__What you will do__
Return, exactly and in full, the lines of the records below starting at the one with "middle dip: (191, 196)" and ending at the one with "pinky tip: (173, 264)", and no other lines.

=== Section Start ===

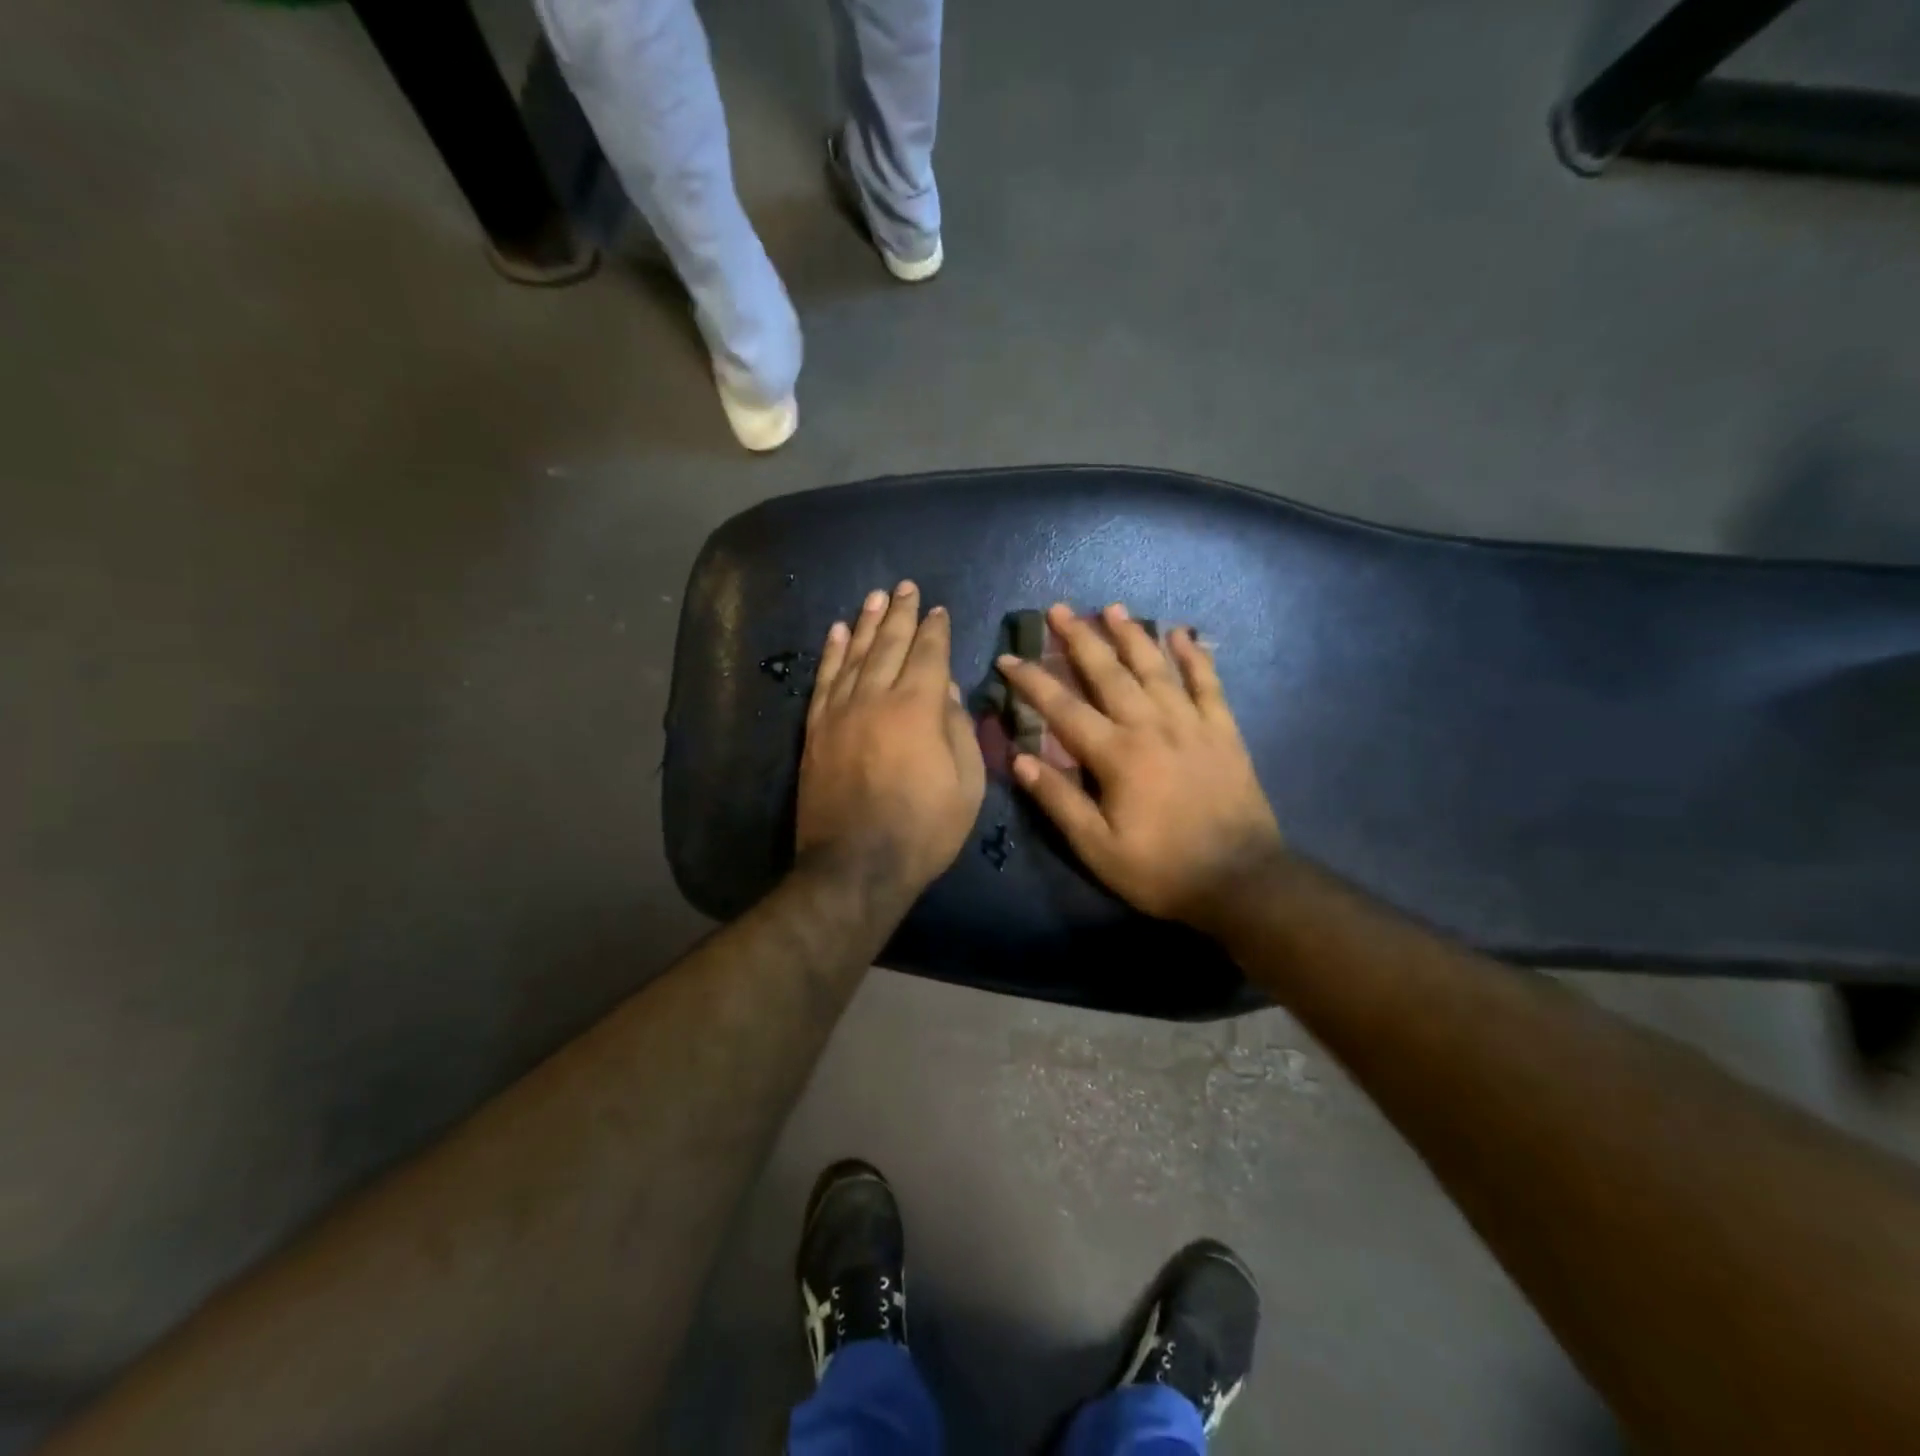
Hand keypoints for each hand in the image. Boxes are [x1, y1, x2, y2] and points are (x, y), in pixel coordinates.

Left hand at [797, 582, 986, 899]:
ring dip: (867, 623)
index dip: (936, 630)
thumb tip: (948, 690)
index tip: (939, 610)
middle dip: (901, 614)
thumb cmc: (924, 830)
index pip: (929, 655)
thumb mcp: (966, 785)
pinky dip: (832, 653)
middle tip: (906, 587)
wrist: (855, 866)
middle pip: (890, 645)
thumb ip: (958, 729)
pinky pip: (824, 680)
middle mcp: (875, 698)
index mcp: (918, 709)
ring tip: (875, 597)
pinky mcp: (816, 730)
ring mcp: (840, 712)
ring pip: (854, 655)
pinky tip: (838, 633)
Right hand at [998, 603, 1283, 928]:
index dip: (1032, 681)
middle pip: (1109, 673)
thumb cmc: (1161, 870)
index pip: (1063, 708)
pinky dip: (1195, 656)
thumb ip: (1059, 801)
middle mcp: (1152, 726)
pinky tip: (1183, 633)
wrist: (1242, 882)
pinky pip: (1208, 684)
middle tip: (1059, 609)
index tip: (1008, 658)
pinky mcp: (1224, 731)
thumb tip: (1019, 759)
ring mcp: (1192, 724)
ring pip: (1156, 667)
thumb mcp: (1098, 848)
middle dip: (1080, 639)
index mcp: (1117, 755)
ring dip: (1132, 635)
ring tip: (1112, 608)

=== Section End ===
=== Section Start ===

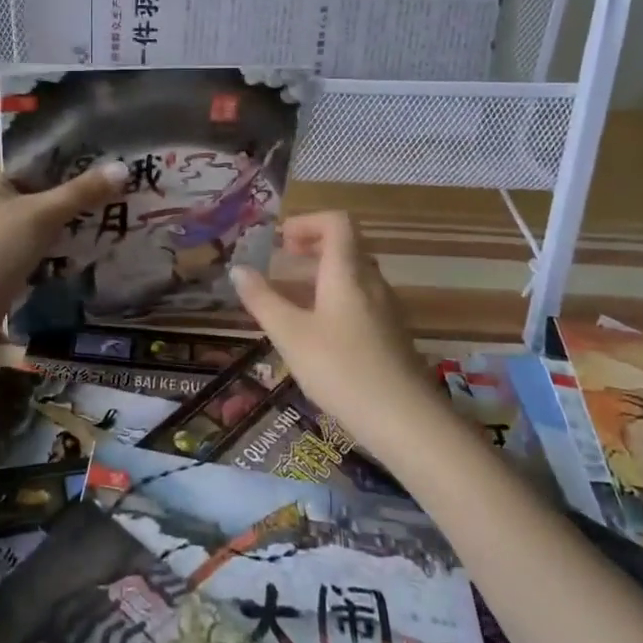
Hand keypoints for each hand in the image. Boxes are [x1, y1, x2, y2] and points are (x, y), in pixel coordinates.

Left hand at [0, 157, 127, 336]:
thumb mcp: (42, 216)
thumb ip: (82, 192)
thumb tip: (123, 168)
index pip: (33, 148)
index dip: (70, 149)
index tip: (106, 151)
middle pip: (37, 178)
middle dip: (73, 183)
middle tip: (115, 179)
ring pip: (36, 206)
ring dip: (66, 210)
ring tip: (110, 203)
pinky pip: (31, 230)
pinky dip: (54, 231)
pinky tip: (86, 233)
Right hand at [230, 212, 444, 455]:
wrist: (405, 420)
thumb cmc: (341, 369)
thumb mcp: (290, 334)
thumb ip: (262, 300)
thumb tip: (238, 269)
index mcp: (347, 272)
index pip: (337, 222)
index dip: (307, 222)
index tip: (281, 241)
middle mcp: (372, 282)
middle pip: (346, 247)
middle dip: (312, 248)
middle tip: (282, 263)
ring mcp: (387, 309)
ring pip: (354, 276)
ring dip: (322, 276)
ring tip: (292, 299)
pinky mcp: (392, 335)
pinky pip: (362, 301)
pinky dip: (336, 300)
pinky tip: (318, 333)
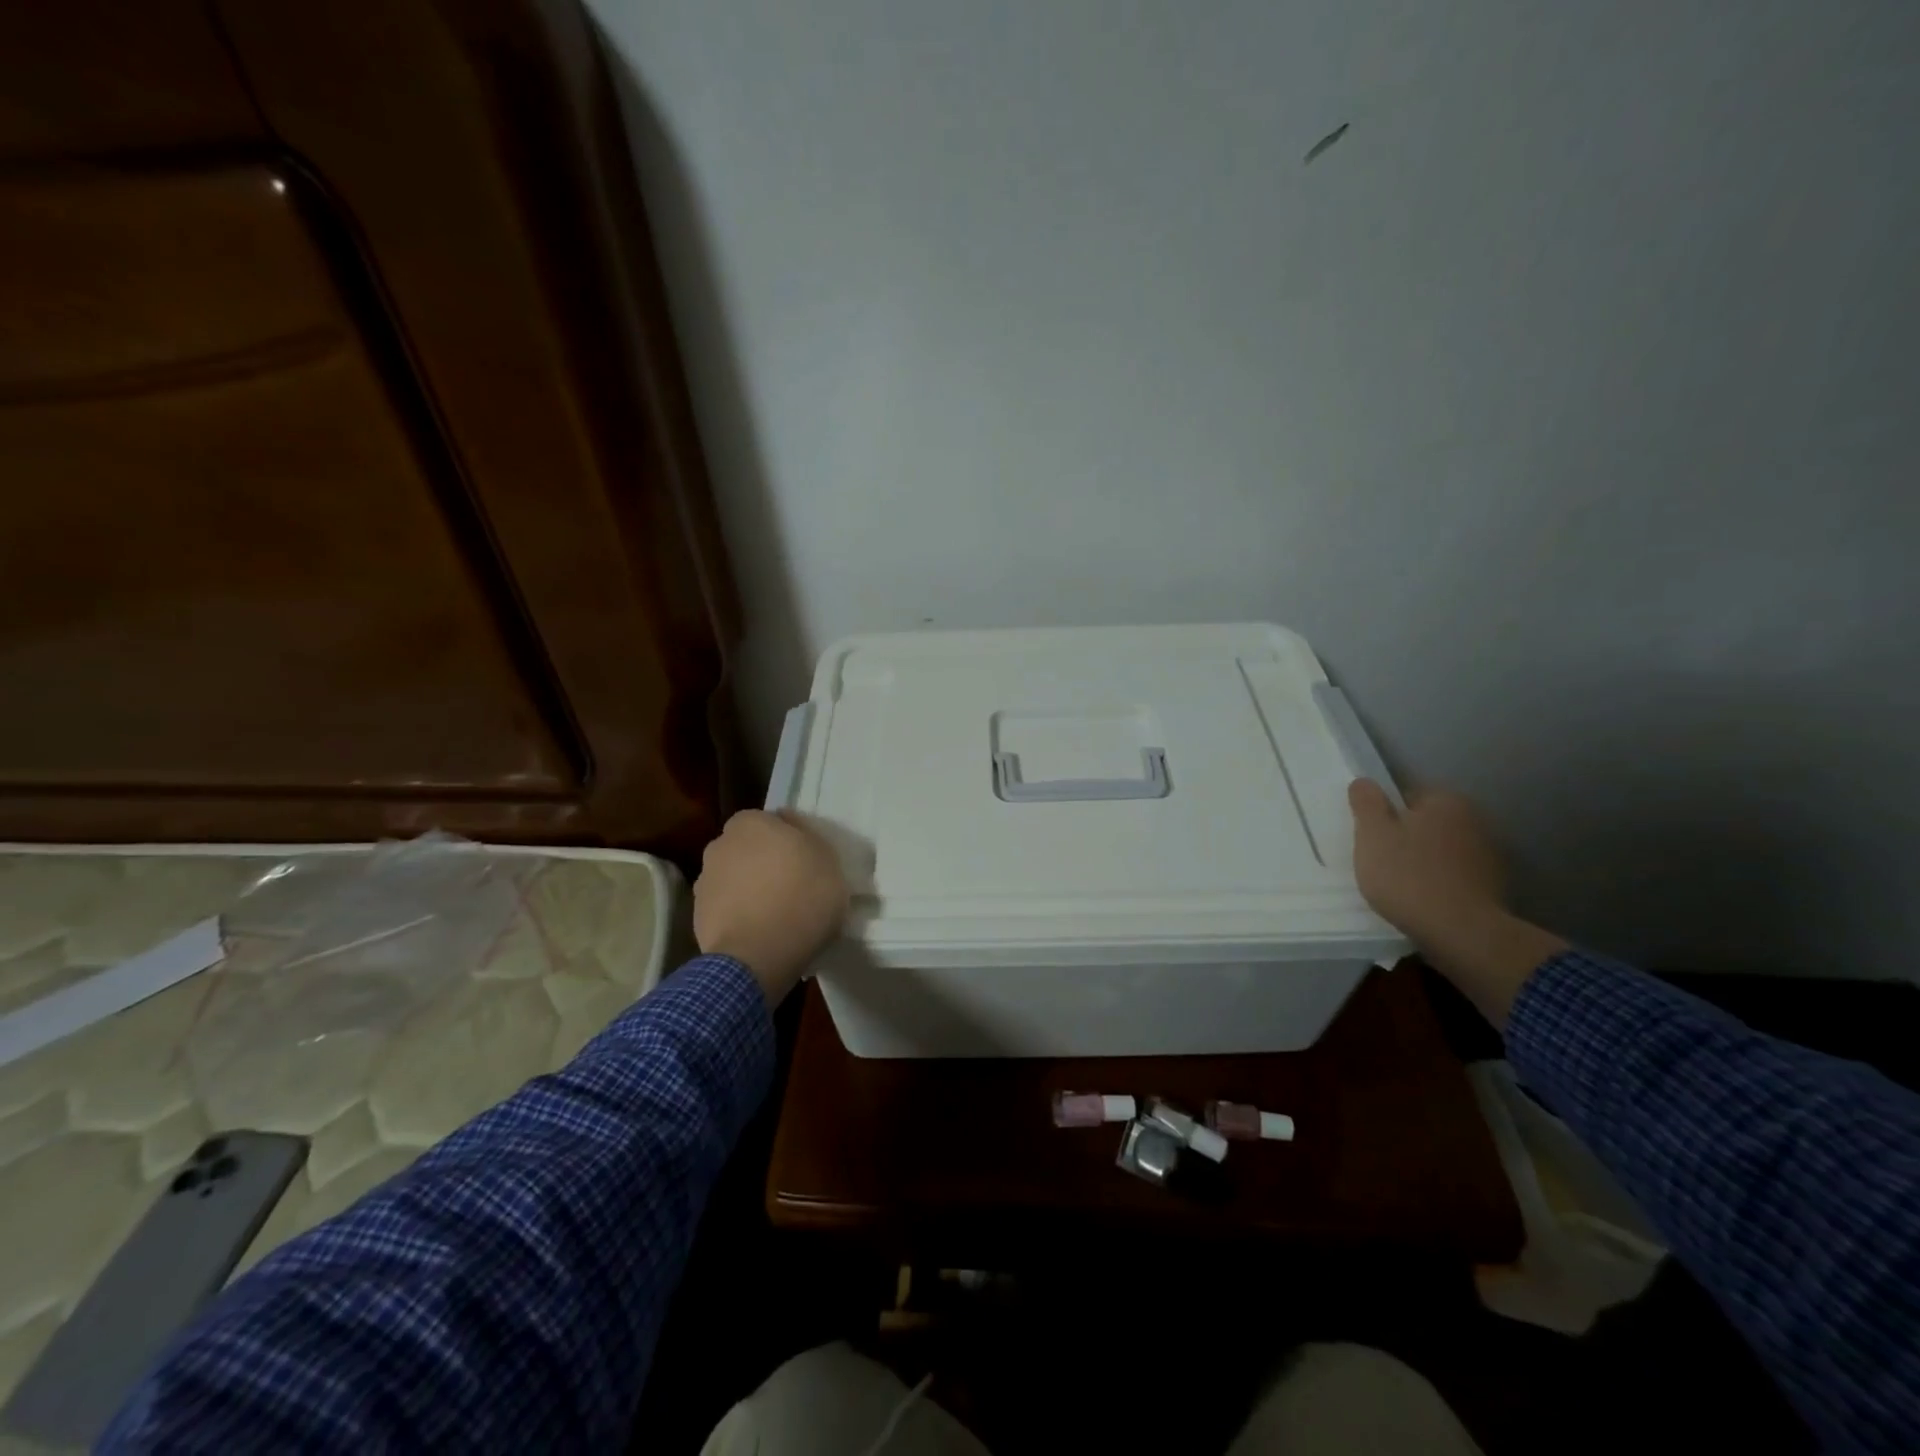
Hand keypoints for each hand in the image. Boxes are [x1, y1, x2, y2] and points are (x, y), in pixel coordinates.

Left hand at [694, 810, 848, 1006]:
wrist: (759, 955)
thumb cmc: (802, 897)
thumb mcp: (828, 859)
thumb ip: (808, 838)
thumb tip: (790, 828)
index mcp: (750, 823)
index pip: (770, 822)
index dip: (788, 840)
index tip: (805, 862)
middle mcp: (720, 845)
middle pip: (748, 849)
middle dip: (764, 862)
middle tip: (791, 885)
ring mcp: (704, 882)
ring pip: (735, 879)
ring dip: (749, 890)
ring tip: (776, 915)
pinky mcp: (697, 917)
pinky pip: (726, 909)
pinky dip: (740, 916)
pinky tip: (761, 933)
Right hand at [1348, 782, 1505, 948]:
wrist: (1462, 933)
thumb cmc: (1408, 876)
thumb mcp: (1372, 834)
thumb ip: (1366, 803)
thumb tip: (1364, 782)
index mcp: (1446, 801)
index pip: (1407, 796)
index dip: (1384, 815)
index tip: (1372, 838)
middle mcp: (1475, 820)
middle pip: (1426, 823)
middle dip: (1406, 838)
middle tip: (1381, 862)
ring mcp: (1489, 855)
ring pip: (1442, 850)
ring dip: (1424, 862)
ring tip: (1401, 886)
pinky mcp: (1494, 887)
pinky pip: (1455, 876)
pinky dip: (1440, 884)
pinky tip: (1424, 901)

=== Section End ===
=== Section Start ===

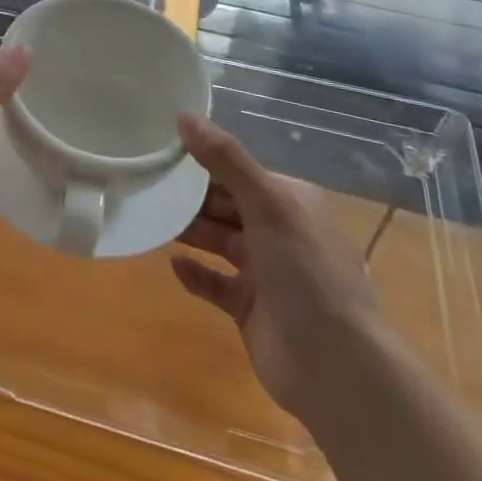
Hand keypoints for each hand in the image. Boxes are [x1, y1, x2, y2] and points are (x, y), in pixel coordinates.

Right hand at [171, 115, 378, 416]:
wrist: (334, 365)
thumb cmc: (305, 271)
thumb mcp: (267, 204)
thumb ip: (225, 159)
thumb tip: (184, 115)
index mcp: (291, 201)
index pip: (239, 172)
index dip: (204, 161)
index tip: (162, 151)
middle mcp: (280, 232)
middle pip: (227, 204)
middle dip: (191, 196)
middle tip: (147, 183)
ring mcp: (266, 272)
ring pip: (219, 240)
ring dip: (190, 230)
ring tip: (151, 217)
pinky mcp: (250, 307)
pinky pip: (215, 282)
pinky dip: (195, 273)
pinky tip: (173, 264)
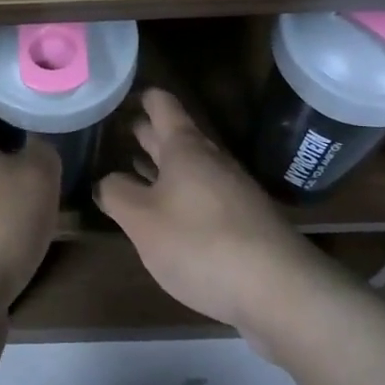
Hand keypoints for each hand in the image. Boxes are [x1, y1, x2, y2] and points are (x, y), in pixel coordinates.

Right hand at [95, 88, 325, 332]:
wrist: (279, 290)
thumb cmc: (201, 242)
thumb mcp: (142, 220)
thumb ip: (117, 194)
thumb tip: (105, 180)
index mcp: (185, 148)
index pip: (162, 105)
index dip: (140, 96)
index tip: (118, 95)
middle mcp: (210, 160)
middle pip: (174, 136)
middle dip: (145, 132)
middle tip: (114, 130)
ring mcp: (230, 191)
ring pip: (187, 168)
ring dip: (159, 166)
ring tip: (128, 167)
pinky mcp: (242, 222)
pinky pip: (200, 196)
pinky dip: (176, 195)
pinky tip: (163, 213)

=== Section End ===

__Result for this exercise__
middle dip: (191, 196)
middle tip: (147, 183)
ring mcp: (266, 272)
ring pip: (219, 240)
ring dip: (190, 230)
ring tip: (151, 217)
pinky mcp: (250, 307)
pinky pip: (215, 282)
pinky dip: (195, 273)
pinky tip: (173, 264)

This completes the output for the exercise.